En los últimos días, la muerte del exsenador y excandidato presidencial Miguel Uribe Turbay ha desatado una avalancha de análisis políticos, mediáticos y sociales. La opinión pública se ha centrado incluso en aspectos superficiales, como el comportamiento de su viuda durante las exequias, si lloró o sonrió, o si cumplió con los rituales esperados por la sociedad.
Sin embargo, cabe plantear un escenario distinto: ¿qué habría ocurrido si el atentado en Cúcuta contra Gustavo Petro, años atrás, hubiese sido real y letal? ¿Qué reacción habrían tenido los sectores más radicales de sus seguidores, muchos de ellos hoy vinculados como contratistas del Estado? Seguramente se habría exigido un duelo nacional de varios días, misas solemnes en la Catedral Primada de Bogotá y homenajes oficiales, mientras sectores populares habrían cuestionado la hipocresía de un país que llora a unos pocos y normaliza la muerte cotidiana de miles de ciudadanos anónimos.
En aquel entonces, Petro vivió episodios de riesgo en Cúcuta, ciudad marcada por su complejidad política y social. En el barrio Atalaya, una de las comunas más grandes y representativas de la capital nortesantandereana, se registró un evento multitudinario en el que por primera vez un líder de izquierda logró llenar la plaza. Detrás de la tarima, paradójicamente, se encontraba el exalcalde Ramiro Suárez, señalado como instigador de agresiones pasadas contra el propio Petro.
Aunque el evento contó con garantías políticas, la seguridad fue deficiente: no se revisó a muchas de las personas que asistieron, como si se quisiera dejar abierta la posibilidad de un ataque.
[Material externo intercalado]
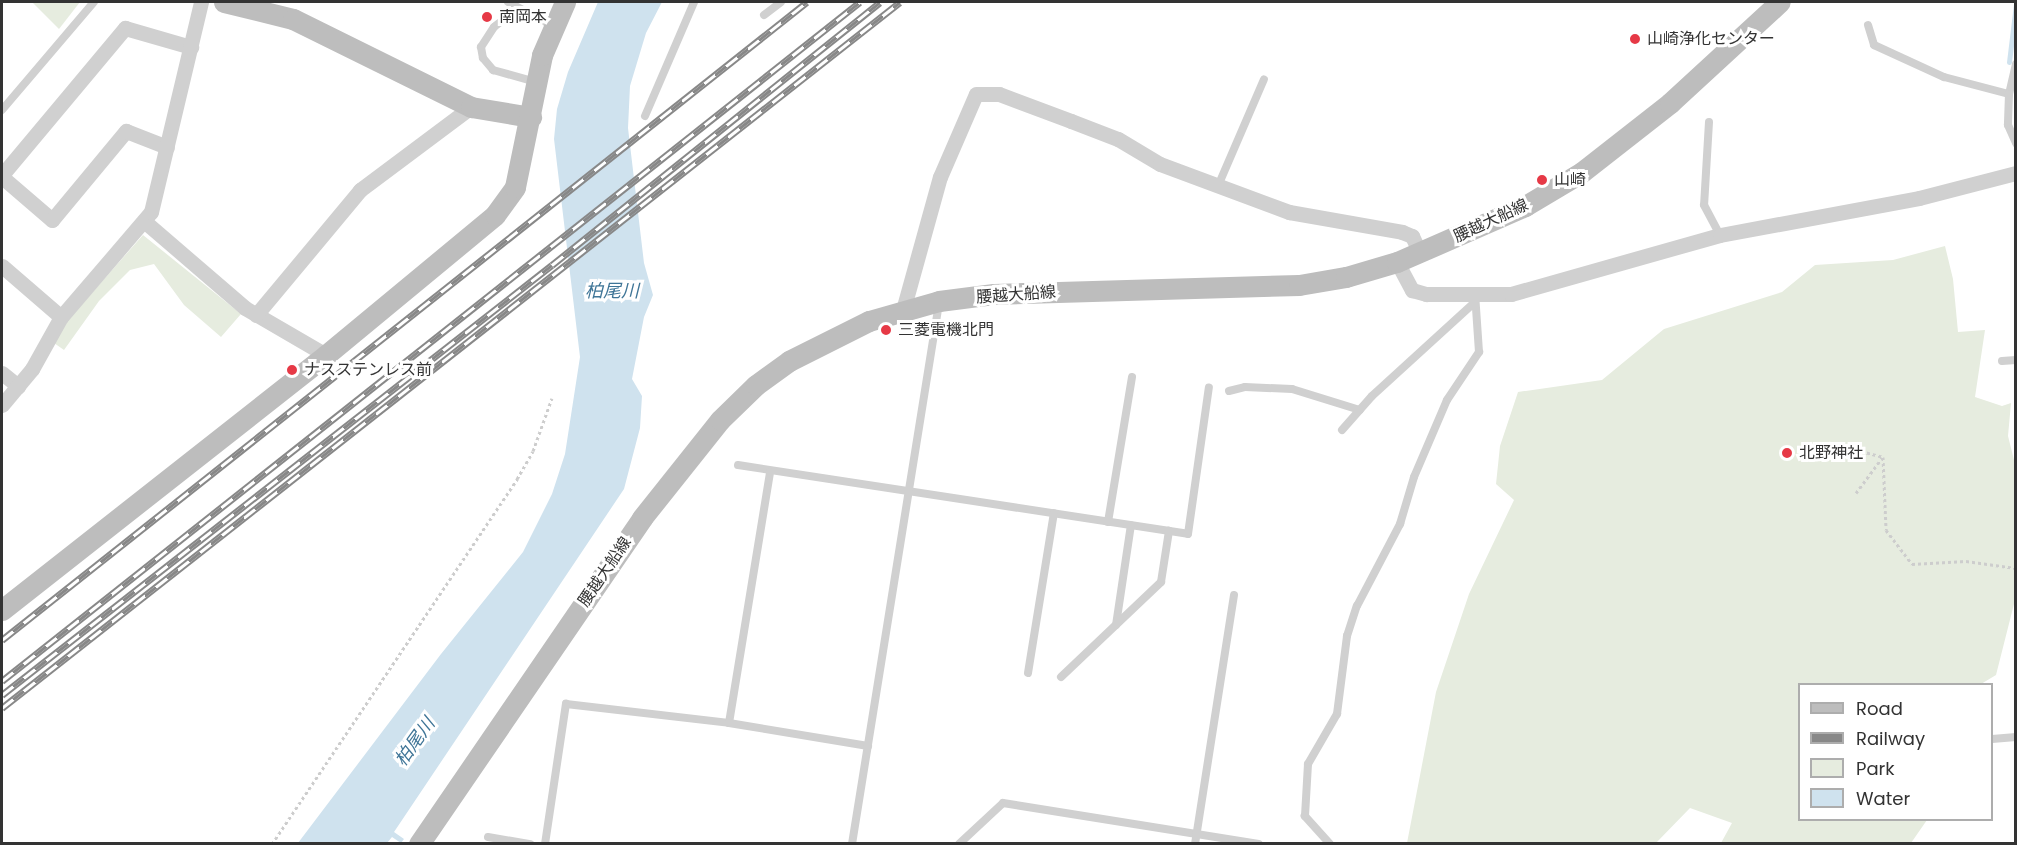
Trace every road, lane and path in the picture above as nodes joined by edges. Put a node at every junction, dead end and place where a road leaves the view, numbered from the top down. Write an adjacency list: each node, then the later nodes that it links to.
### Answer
1 (94, 2): 19 (lane)
2 (201, 2): 13 (street)
3 (225, 2): 18 (main road)
4 (508, 2): 9 (lane)
5 (565, 2): 12 (main road)
6 (694, 2): 20 (lane)
7 (781, 2): 10 (lane)
8 (1780, 2): 30 (main road, 腰越大船線)
9 (517, 9): 12 (lane); 16 (lane)
10 (764, 15)
11 (1868, 25): 17 (lane)
12 (553, 26): 16 (main road)
13 (191, 47): 24 (street); 26 (street)
14 (2015, 69): 17 (lane)
15 (1264, 79): 27 (lane)
16 (536, 81): 21 (main road)
17 (2009, 94): 23 (lane)
18 (471, 107): 21 (main road); 36 (street)
19 (2, 110)
20 (645, 116)
21 (531, 117): 38 (main road)
22 (1709, 122): 29 (lane)
23 (2016, 143)
24 (167, 147): 26 (street); 28 (street)
25 (2016, 173): 29 (street)
26 (2, 176)
27 (1217, 188): 30 (street); 35 (street)
28 (144, 221): 36 (street); 37 (street)
29 (1720, 236): 33 (street)
30 (1420, 253): 31 (main road, 腰越大船線)
31 (1397, 262): 33 (street); 34 (main road, 腰越大船線)
32 (2, 266): 37 (street)
33 (1474, 298): 48 (lane); 80 (lane)
34 (939, 302): 35 (main road, 腰越大船線); 54 (lane)
35 (903, 310): 73 (main road, 腰越大船線)
36 (256, 315): 38 (street)
37 (61, 317): 43 (street)
38 (326, 355): 62 (main road)
39 (2016, 360): 40 (lane)
40 (2002, 361)
41 (2, 373): 43 (street)
42 (1132, 377): 57 (lane)
43 (18, 386): 47 (street)
44 (1209, 387): 59 (lane)
45 (1230, 391): 48 (lane)
46 (552, 398): 72 (path)
47 (2, 405)
48 (1360, 410): 49 (lane)
49 (1342, 430)
50 (1861, 451): 51 (path)
51 (1883, 457): 55 (path); 60 (path)
52 (738, 465): 53 (lane)
53 (770, 472): 54 (lane); 66 (lane)
54 (910, 490): 56 (lane); 69 (lane)
55 (1856, 493)
56 (1054, 513): 57 (lane); 64 (lane)
57 (1108, 522): 58 (lane)
58 (1131, 525): 59 (lane); 63 (lane)
59 (1168, 531): 63 (lane)
60 (2016, 568)
61 (1234, 594): 70 (lane)
62 (2, 610)
63 (1116, 625): 65 (lane)
64 (1028, 673)
65 (1061, 677)
66 (729, 723): 69 (lane); 75 (lane)
67 (2016, 737): 68 (lane)
68 (1993, 739)
69 (868, 746): 76 (lane)
70 (1197, 834): 77 (lane); 78 (lane); 79 (lane)
71 (488, 837): 74 (lane)
72 (272, 843)
73 (419, 843)
74 (530, 843)
75 (545, 843)
76 (852, 843)
77 (959, 843)
78 (1195, 843)
79 (1260, 843)
80 (1330, 843)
Si un magnicidio hubiera ocurrido en esas circunstancias, los seguidores del hoy presidente habrían reaccionado con indignación, exigiendo justicia y juzgando cada gesto de Verónica Alcocer y de sus hijos, en un escrutinio mediático similar al que hoy se le hace a la familia de Uribe Turbay.
Desde una mirada crítica, esta reflexión muestra cómo la polarización ha erosionado la empatía en Colombia, llevando a la ciudadanía a ver en el otro únicamente a un adversario político y no a un ser humano. El país parece estar atrapado en dinámicas históricas de odio, comparables a la Guerra de los Mil Días, solo que ahora bajo la división entre “Petristas” y “Uribistas”.
Miguel Uribe, como cualquier otro líder, debía ser derrotado en las urnas, no eliminado con violencia. Lo mismo habría ocurrido con Petro si un grupo extremista hubiera atentado contra él antes de llegar al poder: sus seguidores habrían responsabilizado al Estado, e incluso podría haberse desencadenado una guerra civil. En un escenario imaginario, Colombia habría enfrentado nuevamente el surgimiento de grupos armados y un proceso de reconstrucción marcado por el resentimiento. Como advertía Karl Marx, ese futuro de odio perpetuo sería una utopía negativa, una muestra del fracaso colectivo de la democracia.